Sindicalista de Pernambuco tem mesma descrença
O presidente da Federação dos Trabalhadores de Agricultura de Pernambuco, Aristides Santos, compartilha do temor.
- Se a água não tiver tarifa diferenciada para os pequenos, vai acabar a agricultura familiar - prevê.
Em Sergipe e Alagoas, o maior temor com obra
Curso do rio já sofreu diversas mudanças por causa de barragens
Descoberto há 504 anos no dia 4 de outubro - data dedicada a São Francisco - ele é encarado como rio da integração nacional. Para os sertanejos, é o Velho Chico. Nasce na Serra da Canastra, em Minas, e percorre 2,7 mil quilômetros até a foz entre Alagoas e Sergipe, estados que mostram o maior temor com as conseqüências da transposição. O rio é uma fonte de vida para as populações ribeirinhas, os chamados beiradeiros.
Ao longo dos anos, o curso do rio sofreu uma série de mudança para abastecer barragens como Sobradinho - que já foi o maior lago artificial do mundo - que alimentam nove usinas do sistema Chesf e duas da Cemig. Usando a água do rio, elas têm capacidade instalada para produção de 10.475 megawatts. É difícil calcular a quantidade de água que as turbinas das hidrelétricas movimentam por dia, mas, segundo a Chesf, o São Francisco tem uma vazão média de 2.719 metros cúbicos por segundo. Se toda essa água servisse ao abastecimento doméstico, mataria a sede de 700 milhões de pessoas segundo cálculo do engenheiro Sérgio Torres, da Companhia de Abastecimento de Pernambuco (Compesa).
Irrigação criou no sertão a Califórnia brasileira
As águas do rio servem para consumo humano e industrial e alimentam projetos de irrigação que transformaram o submédio São Francisco na Califórnia brasileira, com fruticultura voltada para a exportação. De Petrolina decolam cargueiros carregados de mangas, melões, melancias e uvas para a Europa.
O uso das águas do rio, no entanto, não tem sido racional. Ele recebe dejetos de esgotos domésticos, sofrer com a contaminação por agrotóxicos de projetos irrigados e começou a sumir em algumas regiões. Segundo prefeitos de municípios próximos à foz, o mar começa a dominar a área antes ocupada pelo rio. Os inimigos da transposição dizem que ela funcionará como uma hemorragia em quem precisa de transfusão de sangue.

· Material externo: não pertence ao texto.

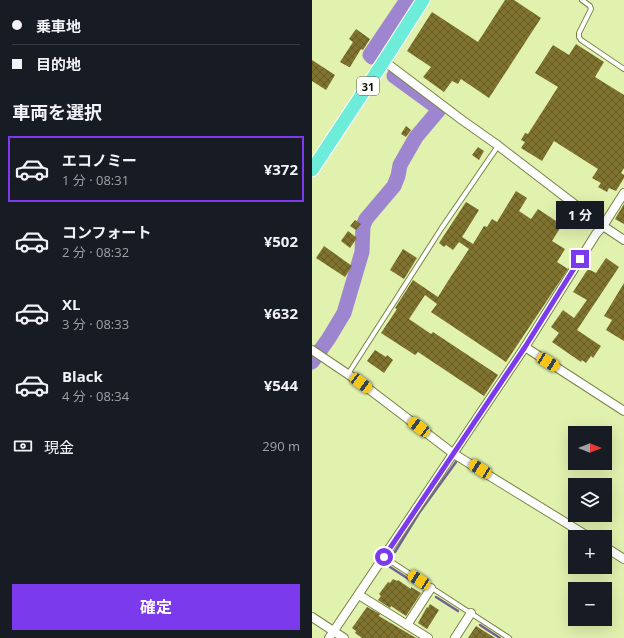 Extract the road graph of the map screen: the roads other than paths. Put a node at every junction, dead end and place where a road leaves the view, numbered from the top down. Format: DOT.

Transposição foi criticada por Lula na campanha
Criticada por Lula durante a campanha e depois encampada como um dos principais projetos do seu governo para o Nordeste, a transposição consiste na construção de 720 quilômetros de canais de concreto que levarão água do São Francisco ao semi-árido de Pernambuco, Paraíba, Ceará e Rio Grande do Norte. Segundo o Ministério da Integração Nacional, a obra exigirá R$4,5 bilhões em investimentos, e puxará para aqueles estados o equivalente a 2% do que o rio joga hoje no mar. Segundo o ministério, a expectativa é que a obra beneficie 12 milhões de pessoas. Mas o Comitê da Bacia do São Francisco é contra o desvio da água. Afirma que 80% do total captado servirá ao agronegócio e a criação de camarões em cativeiro.